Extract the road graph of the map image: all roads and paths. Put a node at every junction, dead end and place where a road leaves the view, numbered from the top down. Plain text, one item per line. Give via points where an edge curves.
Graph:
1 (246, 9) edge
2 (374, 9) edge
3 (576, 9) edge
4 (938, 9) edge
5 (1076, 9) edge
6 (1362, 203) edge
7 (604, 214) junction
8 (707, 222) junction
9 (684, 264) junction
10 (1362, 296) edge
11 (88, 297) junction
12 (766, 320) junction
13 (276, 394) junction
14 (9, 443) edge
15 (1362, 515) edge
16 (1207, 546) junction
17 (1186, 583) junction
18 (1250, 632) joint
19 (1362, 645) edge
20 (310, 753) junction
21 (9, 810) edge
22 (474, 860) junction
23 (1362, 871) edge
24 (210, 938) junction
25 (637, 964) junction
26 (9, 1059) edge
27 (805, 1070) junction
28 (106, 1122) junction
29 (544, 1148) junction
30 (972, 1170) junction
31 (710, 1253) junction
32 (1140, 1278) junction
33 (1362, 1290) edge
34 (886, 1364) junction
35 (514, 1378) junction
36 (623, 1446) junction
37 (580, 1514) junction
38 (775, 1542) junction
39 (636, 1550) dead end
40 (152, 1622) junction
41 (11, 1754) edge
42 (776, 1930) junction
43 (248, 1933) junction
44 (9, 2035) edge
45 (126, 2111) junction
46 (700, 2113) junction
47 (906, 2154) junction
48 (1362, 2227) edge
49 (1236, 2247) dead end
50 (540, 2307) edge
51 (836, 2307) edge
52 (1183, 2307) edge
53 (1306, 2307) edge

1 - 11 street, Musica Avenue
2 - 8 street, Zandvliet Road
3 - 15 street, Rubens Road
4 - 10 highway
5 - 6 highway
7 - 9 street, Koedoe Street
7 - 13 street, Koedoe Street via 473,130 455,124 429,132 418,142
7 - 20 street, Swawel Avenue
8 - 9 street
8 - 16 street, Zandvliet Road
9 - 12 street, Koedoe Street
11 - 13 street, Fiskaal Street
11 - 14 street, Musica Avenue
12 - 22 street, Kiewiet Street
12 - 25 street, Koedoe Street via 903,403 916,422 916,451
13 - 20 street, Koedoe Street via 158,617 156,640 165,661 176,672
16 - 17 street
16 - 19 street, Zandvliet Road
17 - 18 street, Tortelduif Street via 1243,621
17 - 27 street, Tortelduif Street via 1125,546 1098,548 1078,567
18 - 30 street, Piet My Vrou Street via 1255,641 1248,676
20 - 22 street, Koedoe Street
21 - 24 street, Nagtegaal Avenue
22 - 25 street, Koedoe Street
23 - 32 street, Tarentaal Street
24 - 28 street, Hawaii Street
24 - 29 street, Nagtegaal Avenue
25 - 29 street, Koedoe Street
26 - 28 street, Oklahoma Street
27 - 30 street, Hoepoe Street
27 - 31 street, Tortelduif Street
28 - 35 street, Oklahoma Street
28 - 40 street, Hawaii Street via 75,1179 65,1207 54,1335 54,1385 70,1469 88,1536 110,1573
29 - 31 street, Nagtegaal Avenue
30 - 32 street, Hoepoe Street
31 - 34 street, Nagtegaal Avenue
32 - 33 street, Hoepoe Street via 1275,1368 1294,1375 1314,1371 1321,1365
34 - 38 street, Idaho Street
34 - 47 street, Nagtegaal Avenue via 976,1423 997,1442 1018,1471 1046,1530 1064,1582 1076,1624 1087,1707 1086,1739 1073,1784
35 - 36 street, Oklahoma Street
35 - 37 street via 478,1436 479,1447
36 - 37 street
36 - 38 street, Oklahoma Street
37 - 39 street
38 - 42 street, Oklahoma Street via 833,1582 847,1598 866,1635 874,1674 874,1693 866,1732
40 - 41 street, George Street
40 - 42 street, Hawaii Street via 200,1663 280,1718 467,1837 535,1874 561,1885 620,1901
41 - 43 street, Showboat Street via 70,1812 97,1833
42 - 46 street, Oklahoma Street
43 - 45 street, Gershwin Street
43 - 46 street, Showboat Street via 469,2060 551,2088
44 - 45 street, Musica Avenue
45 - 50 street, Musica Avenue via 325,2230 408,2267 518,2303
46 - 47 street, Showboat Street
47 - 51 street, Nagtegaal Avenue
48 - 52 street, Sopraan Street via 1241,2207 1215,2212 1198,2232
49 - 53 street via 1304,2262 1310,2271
::::::::
**HOW TO COMPLETE THIS TASK:** Repeat the entries exactly as they appear.

**ANSWER BELOW:**
Extract the road graph of the map image: all roads and paths. Put a node at every junction, dead end and place where a road leaves the view, numbered from the top down. Plain text, one item per line. Give via points where an edge curves.
Graph:
1 (246, 9) edge
2 (374, 9) edge
3 (576, 9) edge
4 (938, 9) edge
5 (1076, 9) edge
6 (1362, 203) edge
7 (604, 214) junction
8 (707, 222) junction
9 (684, 264) junction
10 (1362, 296) edge
11 (88, 297) junction
12 (766, 320) junction
13 (276, 394) junction
14 (9, 443) edge
15 (1362, 515) edge
16 (1207, 546) junction
17 (1186, 583) junction
18 (1250, 632) joint
19 (1362, 645) edge
20 (310, 753) junction
21 (9, 810) edge
22 (474, 860) junction
23 (1362, 871) edge
24 (210, 938) junction
25 (637, 964) junction
26 (9, 1059) edge
27 (805, 1070) junction
28 (106, 1122) junction
29 (544, 1148) junction
30 (972, 1170) junction
31 (710, 1253) junction
32 (1140, 1278) junction
33 (1362, 1290) edge
34 (886, 1364) junction
35 (514, 1378) junction
36 (623, 1446) junction
37 (580, 1514) junction
38 (775, 1542) junction
39 (636, 1550) dead end
40 (152, 1622) junction
41 (11, 1754) edge
42 (776, 1930) junction
43 (248, 1933) junction
44 (9, 2035) edge
45 (126, 2111) junction
46 (700, 2113) junction
47 (906, 2154) junction
48 (1362, 2227) edge
49 (1236, 2247) dead end
50 (540, 2307) edge
51 (836, 2307) edge
52 (1183, 2307) edge
53 (1306, 2307) edge

1 - 11 street, Musica Avenue
2 - 8 street, Zandvliet Road
3 - 15 street, Rubens Road
4 - 10 highway
5 - 6 highway
7 - 9 street, Koedoe Street
7 - 13 street, Koedoe Street via 473,130 455,124 429,132 418,142
7 - 20 street, Swawel Avenue
8 - 9 street
8 - 16 street, Zandvliet Road
9 - 12 street, Koedoe Street
11 - 13 street, Fiskaal Street
11 - 14 street, Musica Avenue
12 - 22 street, Kiewiet Street
12 - 25 street, Koedoe Street via 903,403 916,422 916,451
13 - 20 street, Koedoe Street via 158,617 156,640 165,661 176,672
16 - 17 street
16 - 19 street, Zandvliet Road
17 - 18 street, Tortelduif Street via 1243,621
17 - 27 street, Tortelduif Street via 1125,546 1098,548 1078,567
18 - 30 street, Piet My Vrou Street via 1255,641 1248,676
20 - 22 street, Koedoe Street
21 - 24 street, Nagtegaal Avenue
22 - 25 street, Koedoe Street
23 - 32 street, Tarentaal Street
24 - 28 street, Hawaii Street
24 - 29 street, Nagtegaal Avenue
25 - 29 street, Koedoe Street
26 - 28 street, Oklahoma Street
27 - 30 street, Hoepoe Street
27 - 31 street, Tortelduif Street
28 - 35 street, Oklahoma Street
28 - 40 street, Hawaii Street via 75,1179 65,1207 54,1335 54,1385 70,1469 88,1536 110,1573
29 - 31 street, Nagtegaal Avenue
30 - 32 street, Hoepoe Street
31 - 34 street, Nagtegaal Avenue
32 - 33 street, Hoepoe Street via 1275,1368 1294,1375 1314,1371 1321,1365
34 - 38 street, Idaho Street
34 - 47 street, Nagtegaal Avenue via 976,1423 997,1442 1018,1471 1046,1530 1064,1582 1076,1624 1087,1707 1086,1739 1073,1784
35 - 36 street, Oklahoma Street
35 - 37 street via 478,1436 479,1447
36 - 37 street
36 - 38 street, Oklahoma Street
37 - 39 street
38 - 42 street, Oklahoma Street via 833,1582 847,1598 866,1635 874,1674 874,1693 866,1732
40 - 41 street, George Street
40 - 42 street, Hawaii Street via 200,1663 280,1718 467,1837 535,1874 561,1885 620,1901
41 - 43 street, Showboat Street via 70,1812 97,1833
42 - 46 street, Oklahoma Street
43 - 45 street, Gershwin Street
43 - 46 street, Showboat Street via 469,2060 551,2088
44 - 45 street, Musica Avenue
45 - 50 street, Musica Avenue via 325,2230 408,2267 518,2303
46 - 47 street, Showboat Street
47 - 51 street, Nagtegaal Avenue
48 - 52 street, Sopraan Street via 1241,2207 1215,2212 1198,2232
49 - 53 street via 1304,2262 1310,2271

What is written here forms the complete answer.